TASK TO CARRY OUT | Repeat the data exactly, leaving out any image.

WORKING DATA |
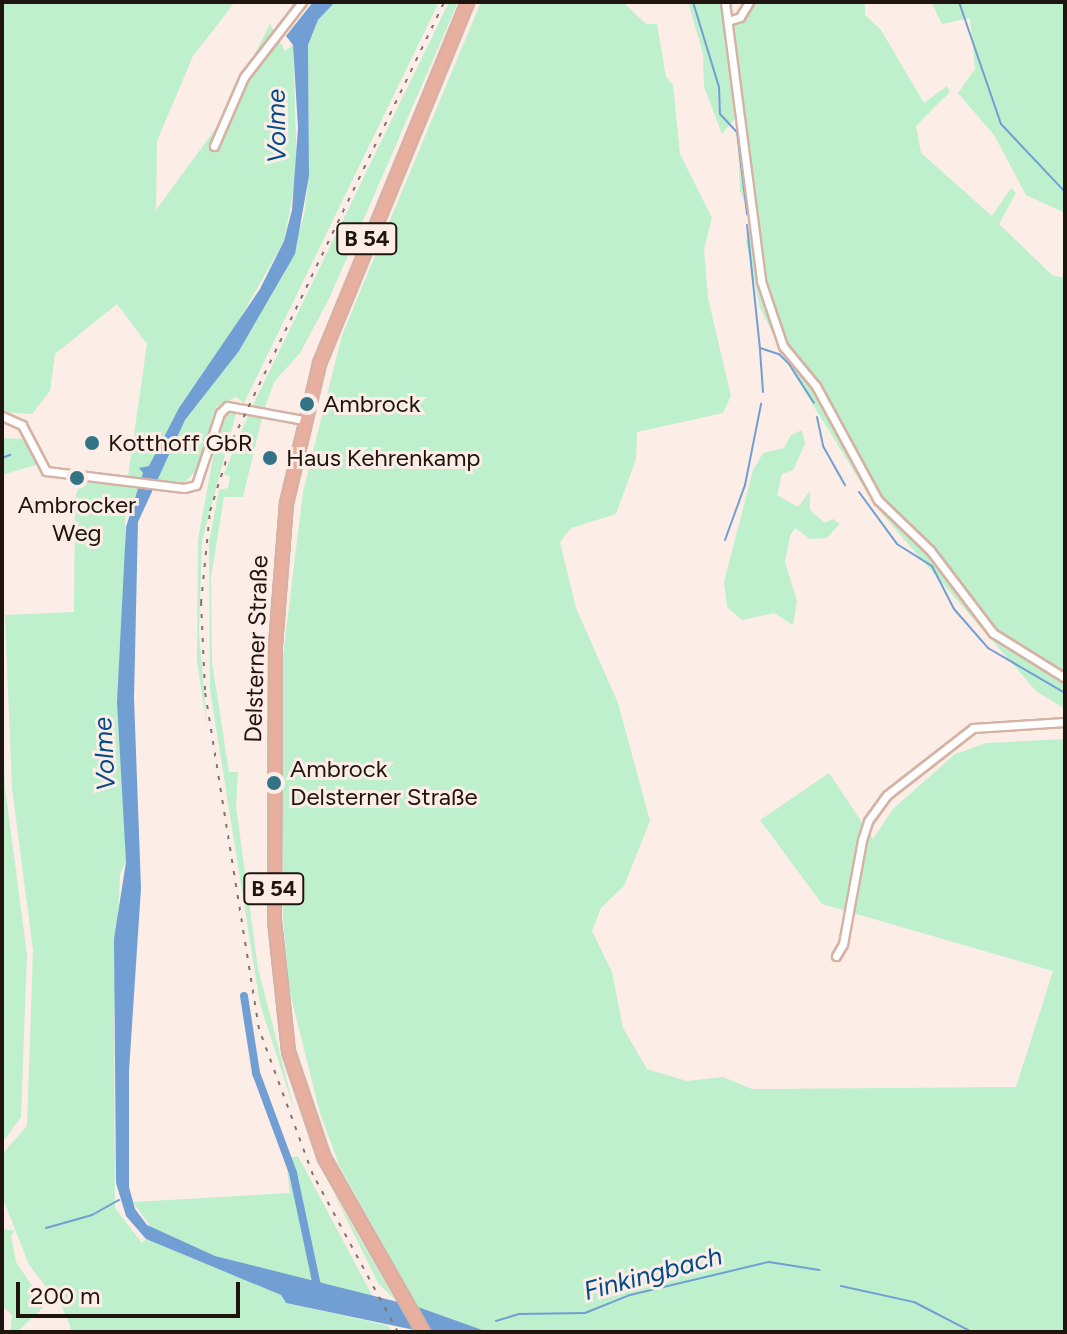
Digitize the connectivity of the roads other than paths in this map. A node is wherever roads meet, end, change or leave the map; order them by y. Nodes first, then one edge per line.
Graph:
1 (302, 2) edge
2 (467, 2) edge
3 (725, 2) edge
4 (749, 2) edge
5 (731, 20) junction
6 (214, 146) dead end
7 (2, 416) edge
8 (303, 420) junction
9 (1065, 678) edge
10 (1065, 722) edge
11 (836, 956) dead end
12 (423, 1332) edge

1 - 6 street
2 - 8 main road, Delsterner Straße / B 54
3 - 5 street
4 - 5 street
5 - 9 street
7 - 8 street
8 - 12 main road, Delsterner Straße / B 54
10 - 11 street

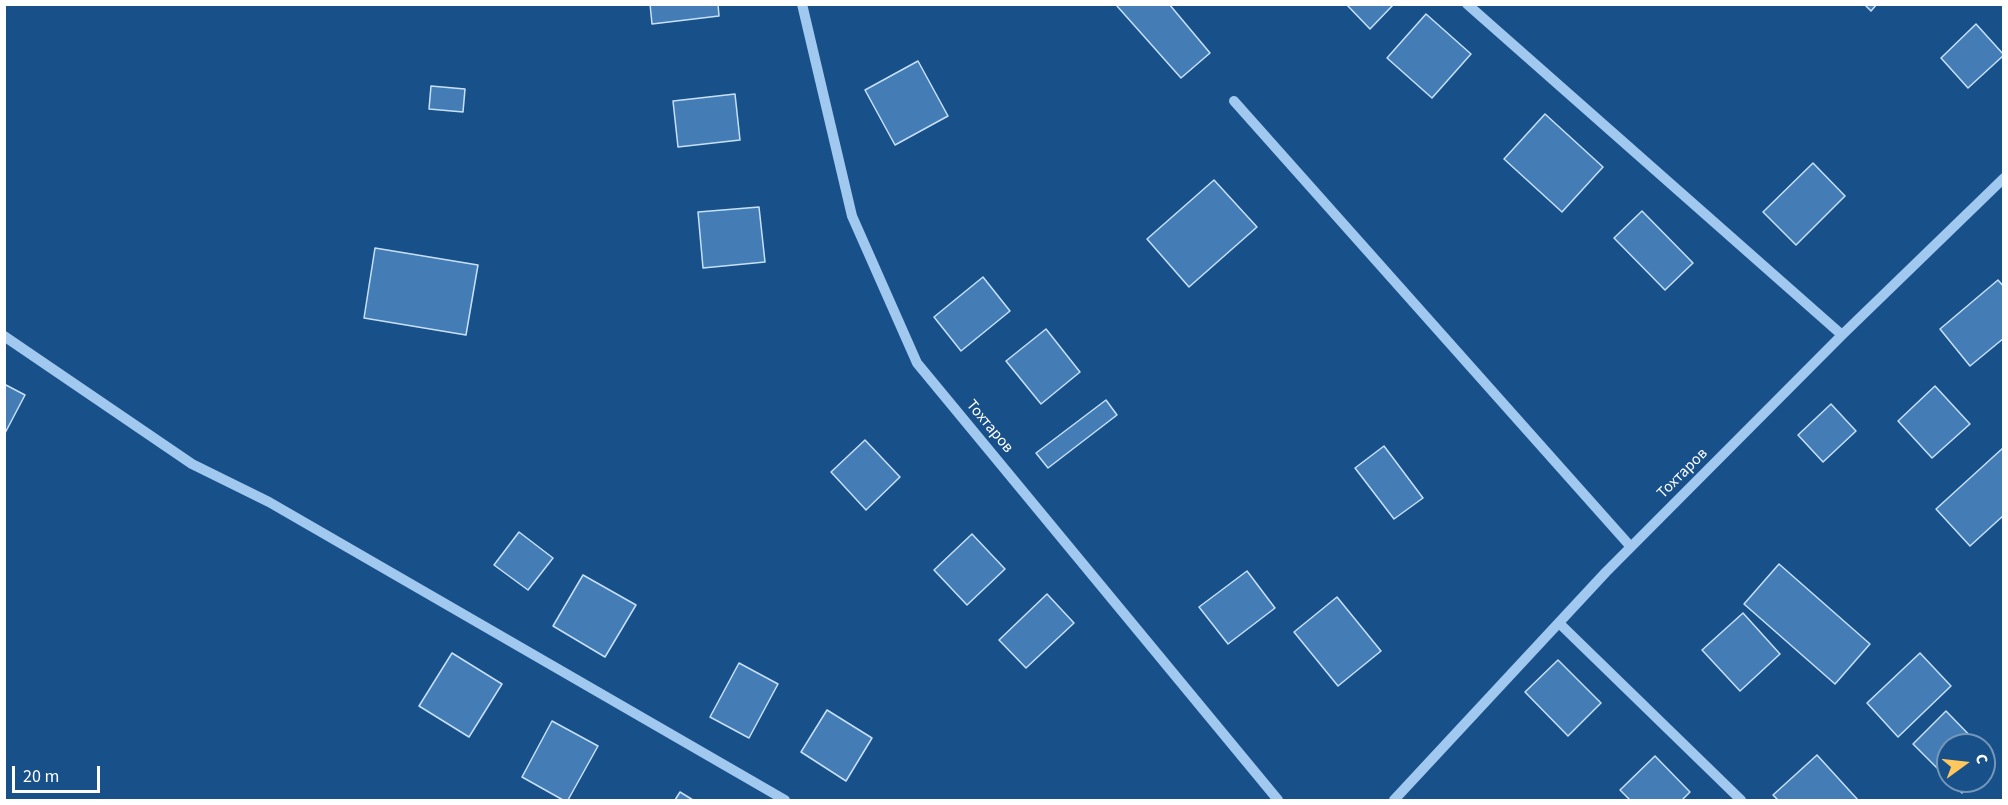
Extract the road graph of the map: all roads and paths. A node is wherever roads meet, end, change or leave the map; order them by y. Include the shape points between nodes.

RESPONSE FOR THIS EXERCISE |
Digitize the connectivity of the roads other than paths in this map. A node is wherever roads meet, end, change or leave the map; order them by y. Nodes first, then one edge per line.
Graph:
1 (302, 2) edge
2 (467, 2) edge
3 (725, 2) edge
4 (749, 2) edge
5 (731, 20) junction
6 (214, 146) dead end
7 (2, 416) edge
8 (303, 420) junction
9 (1065, 678) edge
10 (1065, 722) edge
11 (836, 956) dead end
12 (423, 1332) edge

1 - 6 street
2 - 8 main road, Delsterner Straße / B 54
3 - 5 street
4 - 5 street
5 - 9 street
7 - 8 street
8 - 12 main road, Delsterner Straße / B 54
10 - 11 street

Extract the road graph of the map: all roads and paths. A node is wherever roads meet, end, change or leave the map; order them by y. Include the shape points between nodes.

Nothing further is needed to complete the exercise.